# Soft Actor-Critic with Autoencoders (SAC-AE)

## Autoencoders

Neural Network that compresses high-dimensional data into a lower-dimensional latent representation and reconstructs the original data from this compressed form.
Components:
-Encoder: maps input $x$ to a latent code $z=E_{\phi}(x)$
-Decoder: Reconstruct input $\hat{x}=D_{\theta}(z)$

### Mathematical formulation
Training objective minimizes reconstruction error, typically Mean Squared Error (MSE):
$$min_{\phi,\theta} E_{x\sim D}[||x-D_{\theta}(E_{\phi}(x))||^2]$$
Regularization terms can be added:
$$L_{AE}(\phi,\theta)=||x-\hat{x}||^2+\lambda_{z}||z||^1+\lambda_{\theta}||\theta||^2$$

1.**Latent Feature Extraction**
Autoencoders learn meaningful, compressed representations, capturing essential data features. High-dimensional inputs (images) er encoded into lower-dimensional latent vectors, preserving essential information.
2.**Why Autoencoders help in RL?**
RL from raw pixels is sample-inefficient, reward signals alone are sparse. Autoencoders provide rich, dense signals via reconstructions, guiding the network toward stable and meaningful features.

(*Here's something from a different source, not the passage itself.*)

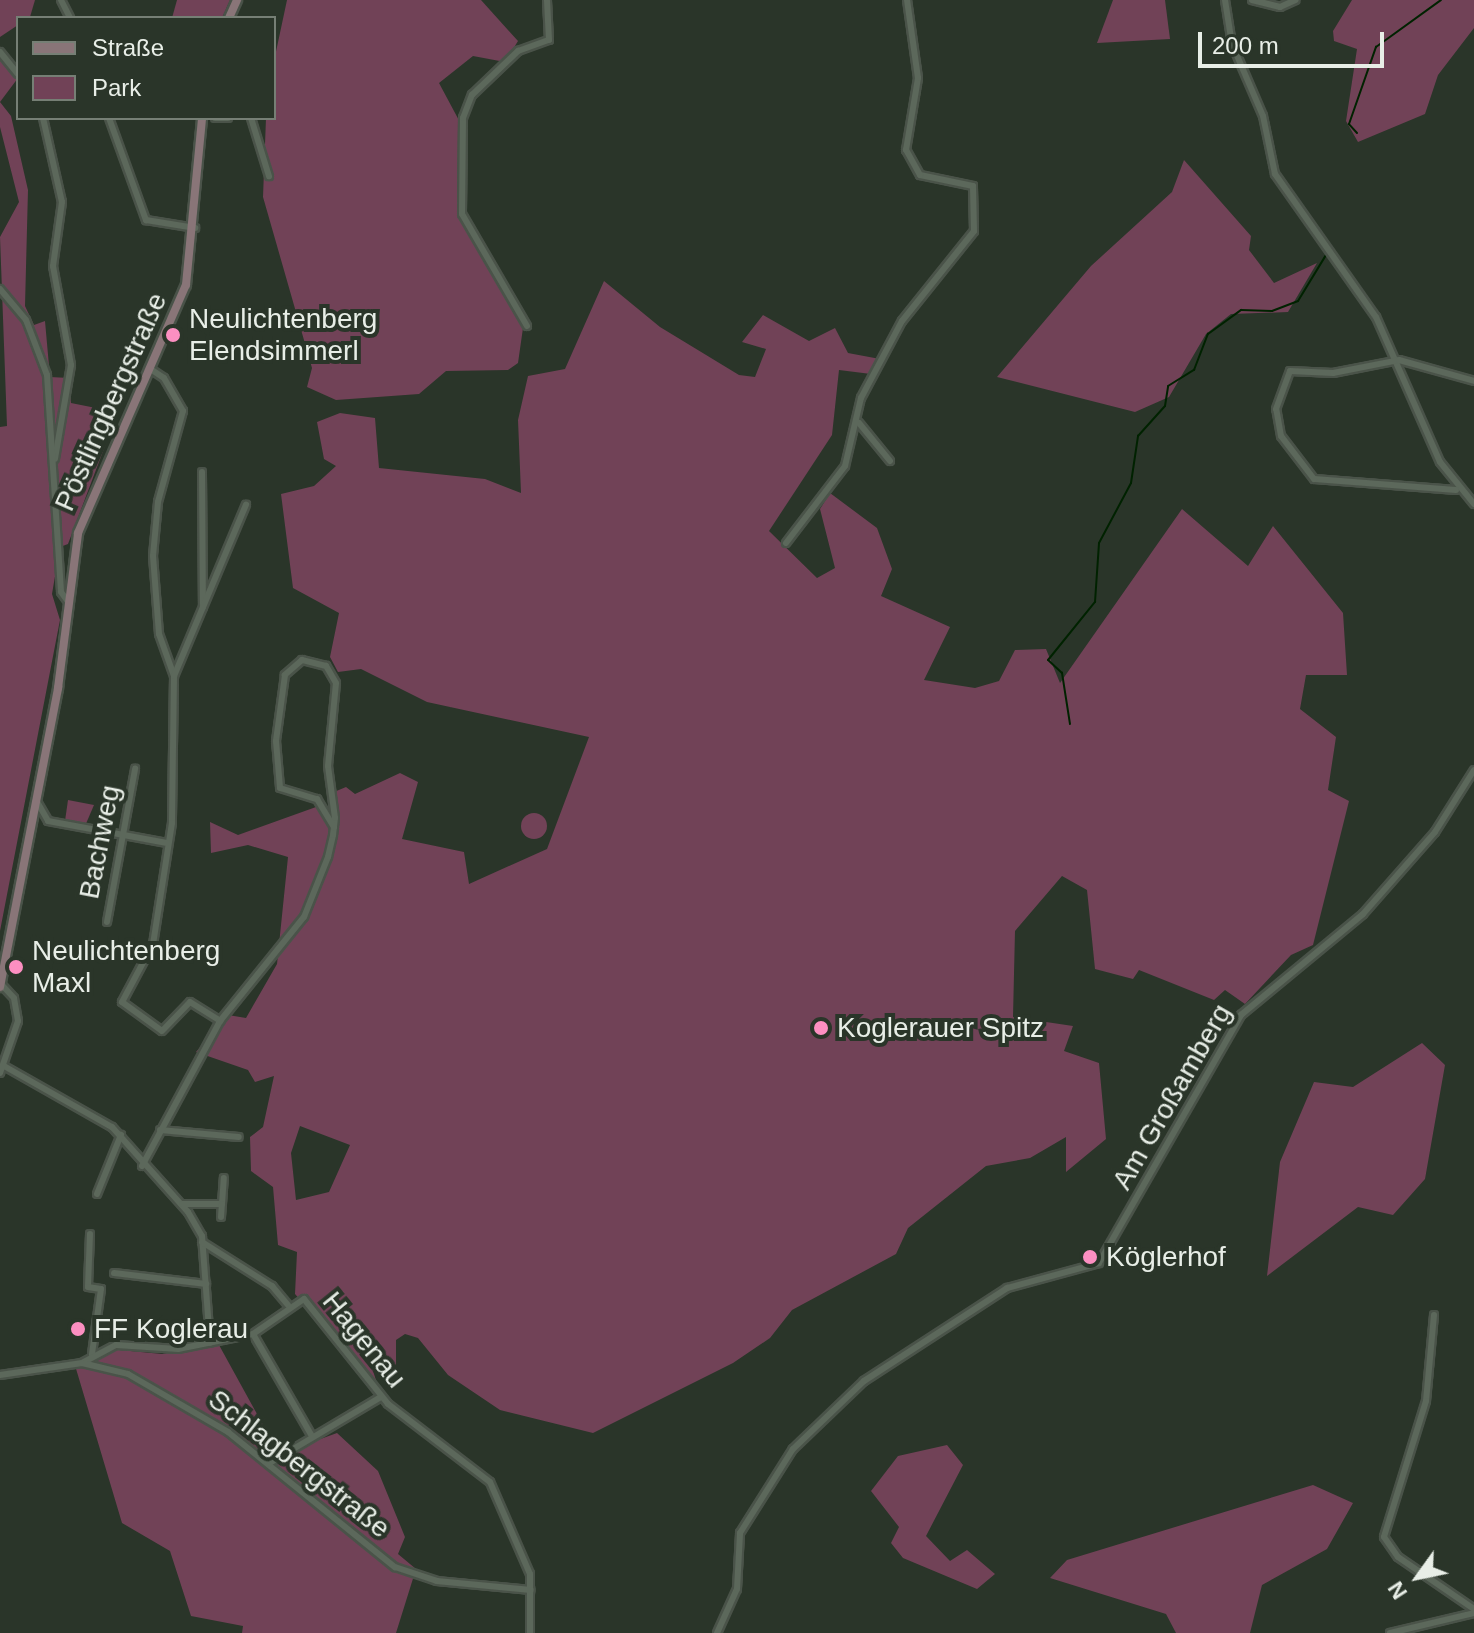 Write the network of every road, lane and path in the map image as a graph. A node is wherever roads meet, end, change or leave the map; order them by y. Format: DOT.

## Theoretcial Background of SAC-AE
Standard SAC directly on pixels is inefficient, requiring massive data. Sparse rewards poorly shape CNN feature extraction, causing slow and unstable training.
SAC-AE integrates an autoencoder into SAC, Images ($s_t$) are encoded into latent states ($z_t = E_{\phi}(s_t)$), which actor/critic networks use. The autoencoder provides additional supervision via reconstruction loss, stabilizing and accelerating training.
SAC-AE combines SAC's objective with AE reconstruction loss:
$$J_{SAC-AE} = J_{SAC}(\phi,\psi,\theta)+\beta L_{AE}(\phi,\theta_{dec})$$
-Critic Loss: minimizes Bellman error using encoded states.
-Actor loss: maximizes Q-value of actions and entropy.
-Entropy temperature loss: tunes exploration via entropy.
-Autoencoder Loss: reconstruction loss ensures latent representation preserves image info.

In [1]:
import torch
import torch.nn as nn
import torch.nn.functional as F

class Encoder(nn.Module):
    def __init__(self, latent_dim=50):
        super(Encoder, self).__init__()

        self.conv1 = nn.Conv2d(3,32,3,2)
        self.conv2 = nn.Conv2d(32,32,3,1)
        self.conv3 = nn.Conv2d(32,32,3,1)
        self.conv4 = nn.Conv2d(32,32,3,1)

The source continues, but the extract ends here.